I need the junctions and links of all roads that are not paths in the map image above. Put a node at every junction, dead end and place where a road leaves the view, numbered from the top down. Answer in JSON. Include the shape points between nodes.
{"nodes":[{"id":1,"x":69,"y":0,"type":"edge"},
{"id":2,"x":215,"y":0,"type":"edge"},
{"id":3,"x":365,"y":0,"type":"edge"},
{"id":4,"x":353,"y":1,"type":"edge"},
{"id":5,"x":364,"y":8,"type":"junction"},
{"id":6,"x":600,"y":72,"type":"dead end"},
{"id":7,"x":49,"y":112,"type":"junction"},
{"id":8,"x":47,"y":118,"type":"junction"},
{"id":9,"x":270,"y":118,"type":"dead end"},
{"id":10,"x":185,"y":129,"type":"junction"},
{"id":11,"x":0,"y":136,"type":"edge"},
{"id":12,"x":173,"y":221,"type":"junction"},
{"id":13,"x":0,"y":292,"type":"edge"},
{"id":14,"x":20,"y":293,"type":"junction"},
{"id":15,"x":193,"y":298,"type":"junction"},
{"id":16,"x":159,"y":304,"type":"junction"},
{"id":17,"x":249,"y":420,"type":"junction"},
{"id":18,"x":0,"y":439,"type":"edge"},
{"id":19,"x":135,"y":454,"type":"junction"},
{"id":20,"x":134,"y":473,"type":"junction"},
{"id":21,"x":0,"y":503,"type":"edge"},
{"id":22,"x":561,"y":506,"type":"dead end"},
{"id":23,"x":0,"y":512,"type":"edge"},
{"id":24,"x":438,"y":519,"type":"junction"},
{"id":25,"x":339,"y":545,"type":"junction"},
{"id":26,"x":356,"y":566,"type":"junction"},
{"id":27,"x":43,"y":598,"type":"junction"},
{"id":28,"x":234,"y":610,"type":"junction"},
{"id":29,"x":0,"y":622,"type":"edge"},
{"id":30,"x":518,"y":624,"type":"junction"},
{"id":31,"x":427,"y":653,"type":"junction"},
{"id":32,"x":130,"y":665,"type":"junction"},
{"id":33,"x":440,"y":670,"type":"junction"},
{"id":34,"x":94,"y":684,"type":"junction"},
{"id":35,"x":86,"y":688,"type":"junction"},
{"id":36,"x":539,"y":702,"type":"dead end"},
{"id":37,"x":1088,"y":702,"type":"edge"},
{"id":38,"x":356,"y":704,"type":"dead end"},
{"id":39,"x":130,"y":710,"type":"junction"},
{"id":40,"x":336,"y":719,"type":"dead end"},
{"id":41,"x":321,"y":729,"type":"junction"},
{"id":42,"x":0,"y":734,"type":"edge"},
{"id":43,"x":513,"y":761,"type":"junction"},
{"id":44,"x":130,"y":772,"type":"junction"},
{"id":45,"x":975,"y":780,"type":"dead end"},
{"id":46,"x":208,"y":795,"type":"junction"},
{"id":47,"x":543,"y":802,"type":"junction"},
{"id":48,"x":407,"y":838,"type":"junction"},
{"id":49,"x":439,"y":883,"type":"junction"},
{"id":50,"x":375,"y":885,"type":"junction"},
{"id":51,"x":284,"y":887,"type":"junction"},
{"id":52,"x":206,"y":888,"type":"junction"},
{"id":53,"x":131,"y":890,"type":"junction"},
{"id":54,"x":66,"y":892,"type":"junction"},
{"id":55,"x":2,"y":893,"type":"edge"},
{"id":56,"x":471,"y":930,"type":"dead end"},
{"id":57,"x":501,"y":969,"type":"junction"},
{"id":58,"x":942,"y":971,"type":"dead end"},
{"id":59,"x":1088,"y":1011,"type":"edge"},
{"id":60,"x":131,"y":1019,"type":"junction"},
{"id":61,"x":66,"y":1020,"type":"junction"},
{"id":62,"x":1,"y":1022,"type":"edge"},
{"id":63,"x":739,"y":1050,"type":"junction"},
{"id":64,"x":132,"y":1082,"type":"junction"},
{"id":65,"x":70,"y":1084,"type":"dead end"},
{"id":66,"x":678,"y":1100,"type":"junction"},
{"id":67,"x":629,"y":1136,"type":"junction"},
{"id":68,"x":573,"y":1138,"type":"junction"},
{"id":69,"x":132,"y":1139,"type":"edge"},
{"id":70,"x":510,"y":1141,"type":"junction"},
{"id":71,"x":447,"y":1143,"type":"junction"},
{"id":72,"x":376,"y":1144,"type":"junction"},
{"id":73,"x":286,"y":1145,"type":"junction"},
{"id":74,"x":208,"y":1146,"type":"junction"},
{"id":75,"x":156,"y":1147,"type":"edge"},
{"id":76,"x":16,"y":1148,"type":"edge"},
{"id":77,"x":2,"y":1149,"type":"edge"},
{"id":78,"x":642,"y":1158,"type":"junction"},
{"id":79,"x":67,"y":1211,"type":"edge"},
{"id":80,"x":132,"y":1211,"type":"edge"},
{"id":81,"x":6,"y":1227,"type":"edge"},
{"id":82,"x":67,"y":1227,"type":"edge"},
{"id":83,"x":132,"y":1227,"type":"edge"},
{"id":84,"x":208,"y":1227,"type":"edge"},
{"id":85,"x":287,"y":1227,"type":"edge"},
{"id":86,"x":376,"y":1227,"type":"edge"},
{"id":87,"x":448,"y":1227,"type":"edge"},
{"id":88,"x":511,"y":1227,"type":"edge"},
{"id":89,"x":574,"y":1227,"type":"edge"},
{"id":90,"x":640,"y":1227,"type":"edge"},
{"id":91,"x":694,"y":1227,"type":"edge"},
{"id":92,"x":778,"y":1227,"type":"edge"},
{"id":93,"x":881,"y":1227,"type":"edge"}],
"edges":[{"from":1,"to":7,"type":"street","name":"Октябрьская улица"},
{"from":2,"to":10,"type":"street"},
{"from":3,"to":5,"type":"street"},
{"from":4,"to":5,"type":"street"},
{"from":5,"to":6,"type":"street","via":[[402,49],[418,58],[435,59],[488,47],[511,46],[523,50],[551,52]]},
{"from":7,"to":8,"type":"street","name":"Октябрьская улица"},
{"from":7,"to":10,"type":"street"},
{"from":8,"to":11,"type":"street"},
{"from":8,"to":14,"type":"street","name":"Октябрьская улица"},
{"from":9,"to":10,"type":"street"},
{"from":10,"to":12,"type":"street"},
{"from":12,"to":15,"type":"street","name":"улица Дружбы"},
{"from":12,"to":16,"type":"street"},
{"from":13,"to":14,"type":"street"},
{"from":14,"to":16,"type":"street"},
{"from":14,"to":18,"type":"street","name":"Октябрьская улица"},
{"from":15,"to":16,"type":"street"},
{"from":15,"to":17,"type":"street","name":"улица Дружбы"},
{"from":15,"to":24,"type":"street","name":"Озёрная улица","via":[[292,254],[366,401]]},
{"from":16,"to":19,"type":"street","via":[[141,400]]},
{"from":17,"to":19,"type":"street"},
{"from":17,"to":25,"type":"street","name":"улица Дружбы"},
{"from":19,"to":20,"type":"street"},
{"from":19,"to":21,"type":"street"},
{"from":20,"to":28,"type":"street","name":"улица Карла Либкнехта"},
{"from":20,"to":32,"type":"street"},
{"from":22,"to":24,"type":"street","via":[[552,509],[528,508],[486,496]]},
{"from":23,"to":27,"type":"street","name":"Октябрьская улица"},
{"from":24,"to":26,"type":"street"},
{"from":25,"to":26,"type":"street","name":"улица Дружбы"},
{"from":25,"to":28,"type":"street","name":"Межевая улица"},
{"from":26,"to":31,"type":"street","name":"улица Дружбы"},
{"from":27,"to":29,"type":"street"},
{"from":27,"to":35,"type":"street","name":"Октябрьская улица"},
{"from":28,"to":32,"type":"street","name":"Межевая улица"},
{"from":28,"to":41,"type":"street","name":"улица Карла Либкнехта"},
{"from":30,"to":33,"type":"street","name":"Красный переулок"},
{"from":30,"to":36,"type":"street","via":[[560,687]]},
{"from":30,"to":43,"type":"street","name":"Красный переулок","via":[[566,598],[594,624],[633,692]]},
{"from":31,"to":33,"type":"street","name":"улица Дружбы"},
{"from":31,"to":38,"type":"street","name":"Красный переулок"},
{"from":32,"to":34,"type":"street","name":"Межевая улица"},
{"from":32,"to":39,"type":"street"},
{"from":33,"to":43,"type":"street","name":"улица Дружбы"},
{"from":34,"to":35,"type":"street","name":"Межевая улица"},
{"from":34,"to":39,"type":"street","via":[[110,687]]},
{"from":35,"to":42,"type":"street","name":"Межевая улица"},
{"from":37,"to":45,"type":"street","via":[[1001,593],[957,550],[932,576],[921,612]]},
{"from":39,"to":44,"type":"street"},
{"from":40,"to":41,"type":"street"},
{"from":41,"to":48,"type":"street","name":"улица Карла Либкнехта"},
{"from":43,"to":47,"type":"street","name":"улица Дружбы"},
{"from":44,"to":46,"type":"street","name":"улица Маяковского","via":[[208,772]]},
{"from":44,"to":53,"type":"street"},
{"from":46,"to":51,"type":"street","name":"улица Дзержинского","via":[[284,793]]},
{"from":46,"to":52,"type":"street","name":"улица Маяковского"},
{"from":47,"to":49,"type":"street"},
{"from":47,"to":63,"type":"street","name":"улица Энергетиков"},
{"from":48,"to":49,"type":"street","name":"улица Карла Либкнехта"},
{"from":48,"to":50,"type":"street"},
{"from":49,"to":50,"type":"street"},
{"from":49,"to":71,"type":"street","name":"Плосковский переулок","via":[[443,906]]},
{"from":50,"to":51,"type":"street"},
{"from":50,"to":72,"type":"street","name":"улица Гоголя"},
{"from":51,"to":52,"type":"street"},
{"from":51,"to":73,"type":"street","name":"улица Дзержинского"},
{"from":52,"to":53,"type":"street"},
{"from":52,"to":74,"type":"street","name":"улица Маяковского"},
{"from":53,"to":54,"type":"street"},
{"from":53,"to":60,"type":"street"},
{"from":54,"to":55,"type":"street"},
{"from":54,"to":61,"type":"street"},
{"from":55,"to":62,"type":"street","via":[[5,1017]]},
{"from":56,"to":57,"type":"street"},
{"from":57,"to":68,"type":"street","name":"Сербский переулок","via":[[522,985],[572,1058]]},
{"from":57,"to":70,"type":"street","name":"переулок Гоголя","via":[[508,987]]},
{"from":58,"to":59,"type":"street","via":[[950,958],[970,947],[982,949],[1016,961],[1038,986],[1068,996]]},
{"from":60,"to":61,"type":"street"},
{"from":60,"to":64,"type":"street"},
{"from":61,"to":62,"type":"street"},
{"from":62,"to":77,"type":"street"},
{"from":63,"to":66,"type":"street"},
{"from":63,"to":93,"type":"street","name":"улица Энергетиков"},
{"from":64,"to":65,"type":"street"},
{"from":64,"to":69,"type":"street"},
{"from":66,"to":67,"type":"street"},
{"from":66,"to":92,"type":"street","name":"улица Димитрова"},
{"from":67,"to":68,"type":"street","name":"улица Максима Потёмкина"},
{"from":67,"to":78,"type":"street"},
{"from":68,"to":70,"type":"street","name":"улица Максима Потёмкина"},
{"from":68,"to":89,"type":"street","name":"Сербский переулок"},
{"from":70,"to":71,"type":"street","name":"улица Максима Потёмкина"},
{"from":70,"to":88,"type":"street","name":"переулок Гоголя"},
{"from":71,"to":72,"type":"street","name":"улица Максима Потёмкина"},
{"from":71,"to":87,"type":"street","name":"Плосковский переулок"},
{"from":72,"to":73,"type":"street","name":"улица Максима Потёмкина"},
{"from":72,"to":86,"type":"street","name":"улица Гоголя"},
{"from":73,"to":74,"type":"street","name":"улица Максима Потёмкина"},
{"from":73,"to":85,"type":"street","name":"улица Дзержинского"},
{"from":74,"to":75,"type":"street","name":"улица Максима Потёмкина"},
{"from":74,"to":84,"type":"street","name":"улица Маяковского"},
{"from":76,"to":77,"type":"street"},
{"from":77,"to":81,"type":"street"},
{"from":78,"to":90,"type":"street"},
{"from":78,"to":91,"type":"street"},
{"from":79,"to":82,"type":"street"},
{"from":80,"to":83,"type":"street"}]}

══════════════════════════════

Using the material above, gather every line that includes "Маяковского".

## EXERCISE RESULT
{"from":44,"to":46,"type":"street","name":"улица Маяковского","via":[[208,772]]},
{"from":46,"to":52,"type":"street","name":"улица Маяковского"},
{"from":52,"to":74,"type":"street","name":"улица Маяковского"},
{"from":74,"to":84,"type":"street","name":"улица Маяковского"},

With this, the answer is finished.